The volunteer looked at me, “Well how about Mika? She’s trained and good with dogs.”
“Mika?” I asked, slightly curious.
The volunteer had me fill out some paperwork and told me her cage number. I walked into the kennel area and followed the numbers to Mika’s kennel. There she was: a glimmering chestnut Pit Bull with big expressive eyes that matched her coat, intact ears, and a pinkish nose. A tiny sliver of white on her chest was the only marking she had, like the painter forgot to finish painting her.
Mika was not what I wanted. She was not brindle or blue or any number of different markings Pit Bulls can have. She was a boring brown she dog. Still, she was pretty. She sat slightly away from the fence just watching me. She didn’t bark or lunge at me. She didn’t growl or cower or whine. Her ears were held normally and her tail was wagging. She was exhibiting all the right signs.
I went back to the front desk and asked if I could take her out on a leash. Another volunteer obliged and a minute later Mika was busting through those big grey doors pulling the volunteer after her. This dog was supposed to be trained?
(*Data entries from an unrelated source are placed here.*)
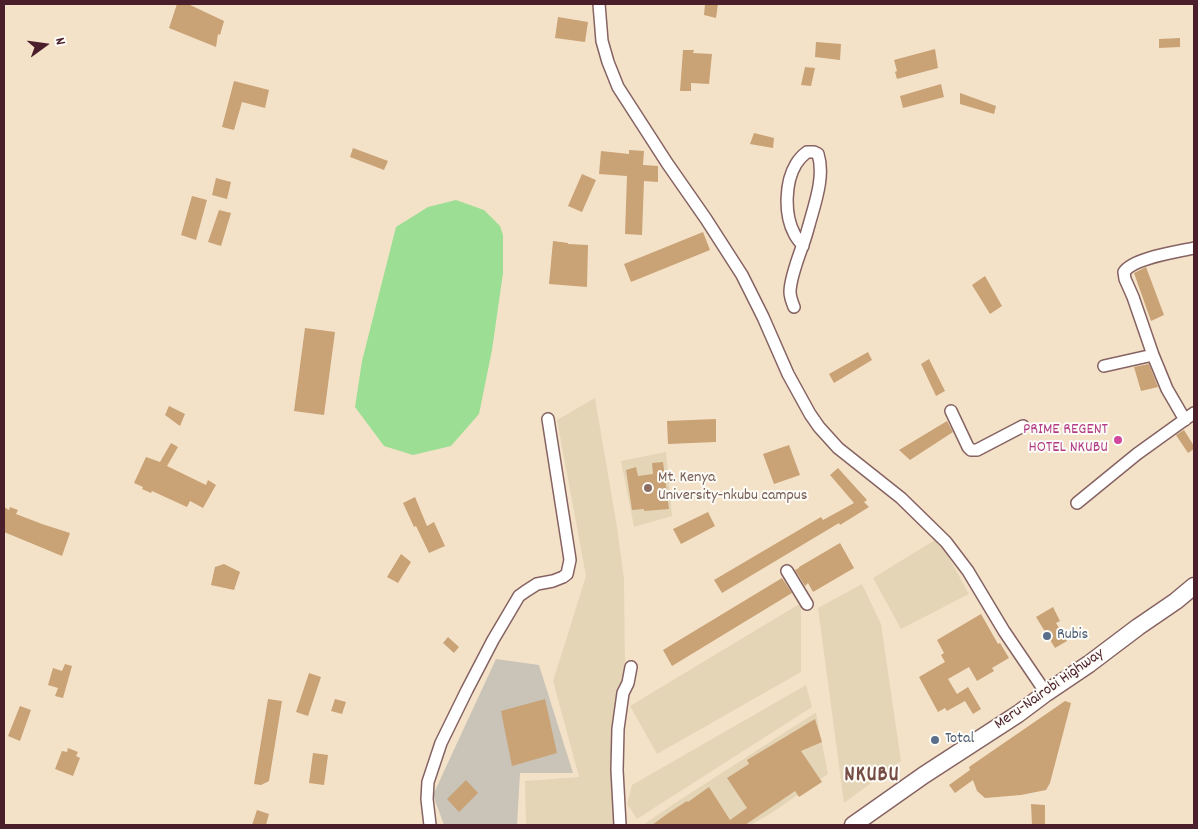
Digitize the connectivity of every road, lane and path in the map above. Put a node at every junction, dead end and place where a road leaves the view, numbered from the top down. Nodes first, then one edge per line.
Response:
1 (599, 4) edge
2 (803, 246) junction
3 (1194, 248) edge
4 (794, 307) dead end
5 (1153, 355) junction
6 (1104, 366) dead end
7 (950, 411) dead end
8 (1194, 413) edge
9 (548, 419) dead end
10 (1185, 420) junction
11 (1024, 426) dead end
12 (1077, 503) dead end
13 (787, 571) dead end
14 (1194, 586) edge
15 (807, 604) dead end
16 (631, 667) dead end
17 (1046, 693) junction
18 (430, 825) edge
19 (620, 825) edge
20 (853, 825) edge

1 - 17 street
2 - 2 street
2 - 4 street
3 - 5 street
5 - 6 street
5 - 10 street
7 - 11 street
8 - 10 street
9 - 18 street
10 - 12 street
13 - 15 street
14 - 17 highway, Meru-Nairobi Highway
16 - 19 street
17 - 20 highway, Meru-Nairobi Highway

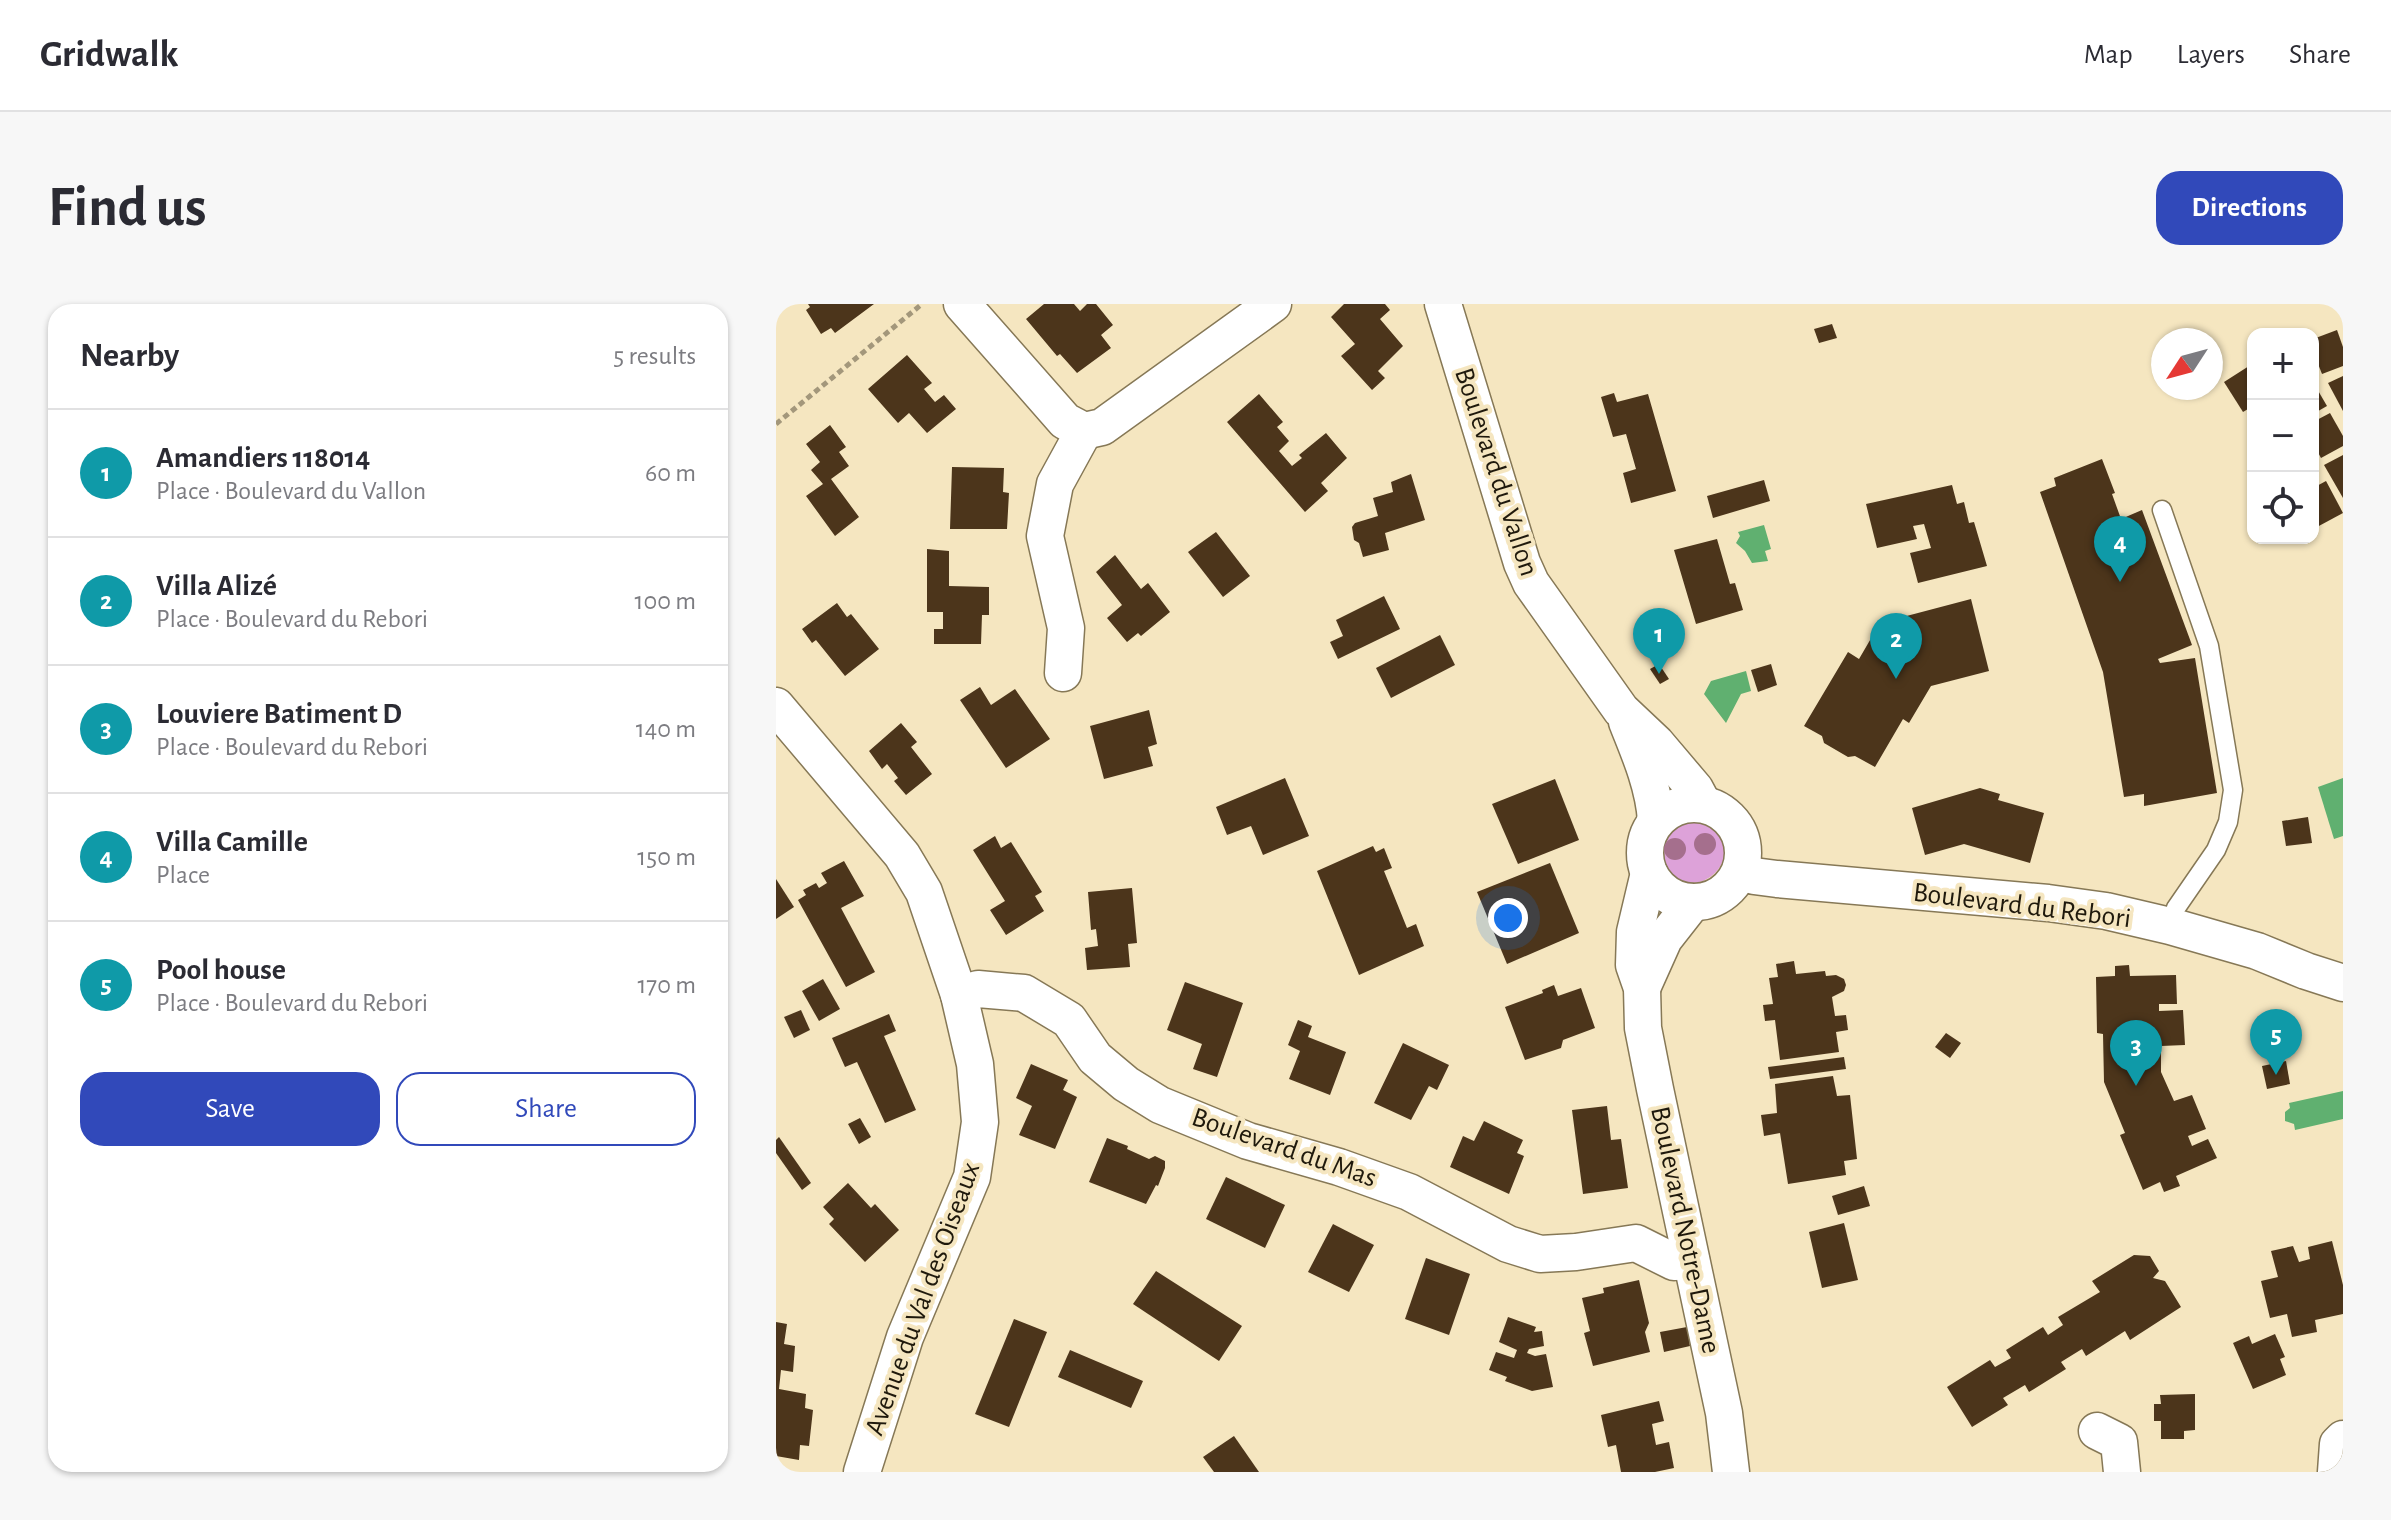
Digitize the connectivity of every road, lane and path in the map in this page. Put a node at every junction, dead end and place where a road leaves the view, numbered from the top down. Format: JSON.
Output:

I took the leash from the volunteer and Mika immediately lunged. I pulled the leash in and pulled her collar all the way up so it rested just behind her ears. When she tried to lead me forward again, I gave a quick tug on the leash. Mika stopped and looked at me like she wasn’t used to someone else being in charge.
It took us a while to make it outside. Every time she lunged, I gave a tug and made her come back to my side and sit down. She knew the “sit” command at least. We repeated this process until she stopped pulling. If I was going to have fifty five pounds of rippling muscle as a pet, she was absolutely not going to drag me.
Once outside, I took Mika around the compound. We met a few barking dogs through their fences and walked past the cats lounging on the other side of a screen. She had no reaction to any of it. She just walked and sniffed and peed. We ended up at an enclosed pen.
Once inside, I locked the gate and let the leash drop. Mika looked at me for a minute, then walked around sniffing and peed again. Everything she did was bigger than when Sammy did it, even her sniffing. She sort of gargle snorted and pulled hard at the scents.
After a while I called her back to me. On the second try she pranced over and looked up at me, large pink tongue lolling. I patted her huge head and ran my hand down along her back. She gave no reaction. Trying only to emit confidence, I moved my hand down her hind leg and lifted up her back paw. Mika sniffed the air. Setting down her paw, I ran my hand across her belly to her chest and down one of her front legs. I picked up a front paw. She tried to lick me. Next I patted her tail and her ears then put my fingers gently over her eyes with no reaction. I took a deep breath.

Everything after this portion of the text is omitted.